Re: 'Dad finds children dead in bathtub' by Caroline Overington (4 Feb 2010) The AustralianAs I Canadian, I would like to correct for your readership Ms. Overington's assertion that "Canada has a shared parenting law similar to Australia's" [see below].
On the contrary, Canada does not have a rebuttable presumption of shared parenting, nor your wonderful mediation/arbitration services, or the "Magellan" project for timely processing of abuse allegations, or provision for sanctions for false allegations or perjury. Unlike Australia, Canada has comparatively asymptotically zero in comprehensive statistical tracking and monitoring to signal the need for adjustments in laws or programs. Moreover, the concept of your world-class Australian Institute of Family Studies or Family Council is foreign to Canadian thinking.
Additionally, Canada does not have your progressive "Income Share" child support system with provisions for a reasonable income reserve above minimum subsistence together with cost adjustment to reflect changed cost allocation for each parental household in shared parenting arrangements.
The Canadian system is based on an Income Equalization model which always assumes the custodial parent has 100% custody and makes identical income to the paying parent who is assumed to be indefinitely single. This translates to a crude flat percentage of income model based on payer income and number of dependents.
The province of Quebec is the only exception with its Income Shares model similar to that of Australia. In fact, it is up to 50% lower than the federal version which , by definition, includes imbedded spousal support. Even then, Quebec Child Support costs are significantly higher than comparable Australian amounts.
It is interesting to note that Australian experience with shared parenting mirrors that of other jurisdictions adopting shared parenting variants in that divorce rates have actually decreased with shared parenting arrangements resulting in comparatively fewer incidences of domestic violence.
The Canadian model can be roughly compared to you 1995 "reforms" that were replaced by your Shared Parental Responsibility Act and accompanying Child Support reforms.
What Canada and Australia do have in common is that repeated polls indicate 80% of Canadians support equal shared parenting regardless of age, region, political preference, or gender.
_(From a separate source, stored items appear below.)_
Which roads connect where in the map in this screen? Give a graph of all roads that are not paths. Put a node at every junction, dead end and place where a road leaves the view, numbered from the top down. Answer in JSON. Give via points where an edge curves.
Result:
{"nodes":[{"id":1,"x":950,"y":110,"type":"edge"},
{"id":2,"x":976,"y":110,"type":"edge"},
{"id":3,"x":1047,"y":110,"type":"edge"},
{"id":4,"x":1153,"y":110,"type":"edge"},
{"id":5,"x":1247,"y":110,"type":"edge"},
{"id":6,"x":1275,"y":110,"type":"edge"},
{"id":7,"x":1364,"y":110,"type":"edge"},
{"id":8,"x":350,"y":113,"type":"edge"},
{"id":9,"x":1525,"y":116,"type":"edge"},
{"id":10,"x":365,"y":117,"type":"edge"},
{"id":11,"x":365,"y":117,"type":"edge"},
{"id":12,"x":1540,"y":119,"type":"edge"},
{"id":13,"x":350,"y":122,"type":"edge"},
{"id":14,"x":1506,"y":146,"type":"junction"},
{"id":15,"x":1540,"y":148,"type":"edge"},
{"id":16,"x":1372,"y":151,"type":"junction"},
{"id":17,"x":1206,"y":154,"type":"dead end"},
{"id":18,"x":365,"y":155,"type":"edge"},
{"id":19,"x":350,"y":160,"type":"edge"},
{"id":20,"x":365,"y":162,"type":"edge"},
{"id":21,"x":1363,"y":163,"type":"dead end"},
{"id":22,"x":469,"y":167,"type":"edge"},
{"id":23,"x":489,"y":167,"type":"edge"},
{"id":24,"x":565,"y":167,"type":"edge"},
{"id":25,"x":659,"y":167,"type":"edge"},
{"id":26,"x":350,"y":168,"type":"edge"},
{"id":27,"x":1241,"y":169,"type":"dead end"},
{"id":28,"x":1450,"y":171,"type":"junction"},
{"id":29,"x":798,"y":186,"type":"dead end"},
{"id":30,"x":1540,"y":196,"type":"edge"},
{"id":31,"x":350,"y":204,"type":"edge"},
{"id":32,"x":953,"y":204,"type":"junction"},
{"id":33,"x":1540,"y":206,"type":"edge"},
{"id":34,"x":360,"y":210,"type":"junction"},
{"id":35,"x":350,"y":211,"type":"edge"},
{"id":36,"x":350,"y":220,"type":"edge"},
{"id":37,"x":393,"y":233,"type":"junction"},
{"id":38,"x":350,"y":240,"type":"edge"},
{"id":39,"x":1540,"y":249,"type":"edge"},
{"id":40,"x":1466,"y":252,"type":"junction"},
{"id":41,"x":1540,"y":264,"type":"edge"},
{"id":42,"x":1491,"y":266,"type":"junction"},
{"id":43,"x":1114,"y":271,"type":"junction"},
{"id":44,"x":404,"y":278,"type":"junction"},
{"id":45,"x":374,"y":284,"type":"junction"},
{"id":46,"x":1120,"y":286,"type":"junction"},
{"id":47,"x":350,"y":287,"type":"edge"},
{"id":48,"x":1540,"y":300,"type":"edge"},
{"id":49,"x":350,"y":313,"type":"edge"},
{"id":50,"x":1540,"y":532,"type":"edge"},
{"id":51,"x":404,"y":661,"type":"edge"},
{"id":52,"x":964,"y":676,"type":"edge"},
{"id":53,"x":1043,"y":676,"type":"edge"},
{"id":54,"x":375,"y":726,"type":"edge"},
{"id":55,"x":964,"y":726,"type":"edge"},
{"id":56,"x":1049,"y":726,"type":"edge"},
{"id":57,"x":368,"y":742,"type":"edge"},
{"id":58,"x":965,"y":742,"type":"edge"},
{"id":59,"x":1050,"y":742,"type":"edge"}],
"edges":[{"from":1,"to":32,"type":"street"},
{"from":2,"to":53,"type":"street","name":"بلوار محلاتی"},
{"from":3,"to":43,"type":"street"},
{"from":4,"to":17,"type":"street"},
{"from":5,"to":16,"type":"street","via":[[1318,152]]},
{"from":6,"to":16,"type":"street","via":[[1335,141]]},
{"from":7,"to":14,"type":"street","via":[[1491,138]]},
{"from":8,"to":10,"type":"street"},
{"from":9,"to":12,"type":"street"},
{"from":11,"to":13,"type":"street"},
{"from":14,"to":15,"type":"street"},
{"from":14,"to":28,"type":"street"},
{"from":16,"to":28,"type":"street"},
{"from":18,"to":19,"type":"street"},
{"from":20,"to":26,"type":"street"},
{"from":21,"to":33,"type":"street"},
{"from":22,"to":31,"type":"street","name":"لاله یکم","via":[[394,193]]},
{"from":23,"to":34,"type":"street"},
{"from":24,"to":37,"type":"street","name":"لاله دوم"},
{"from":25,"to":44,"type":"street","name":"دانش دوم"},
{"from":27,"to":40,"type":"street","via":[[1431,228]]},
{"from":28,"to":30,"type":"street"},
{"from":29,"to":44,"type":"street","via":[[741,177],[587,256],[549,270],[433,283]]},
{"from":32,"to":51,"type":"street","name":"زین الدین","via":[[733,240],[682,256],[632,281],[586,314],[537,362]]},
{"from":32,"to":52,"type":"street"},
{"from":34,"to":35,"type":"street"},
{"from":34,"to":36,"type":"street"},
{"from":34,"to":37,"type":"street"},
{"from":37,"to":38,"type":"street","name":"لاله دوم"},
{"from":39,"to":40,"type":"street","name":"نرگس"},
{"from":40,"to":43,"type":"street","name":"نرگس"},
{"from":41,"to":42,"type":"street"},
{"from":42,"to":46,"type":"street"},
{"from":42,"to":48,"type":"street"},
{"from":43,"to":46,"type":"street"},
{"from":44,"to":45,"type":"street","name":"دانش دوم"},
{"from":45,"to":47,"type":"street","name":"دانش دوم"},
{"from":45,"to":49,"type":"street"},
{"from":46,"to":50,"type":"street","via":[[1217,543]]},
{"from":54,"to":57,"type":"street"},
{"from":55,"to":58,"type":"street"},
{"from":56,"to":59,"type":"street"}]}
This corresponds to the 80% of Australians who have affirmed the soundness and fairness of your reforms as reflected in your recently released Evaluation Reports.
Australians should know that they represent the gold standard for not only family law reform, but a truly novel humanistic model recognizing the institution of the family as the bedrock of society with state programs to support the family throughout all phases of family transitions.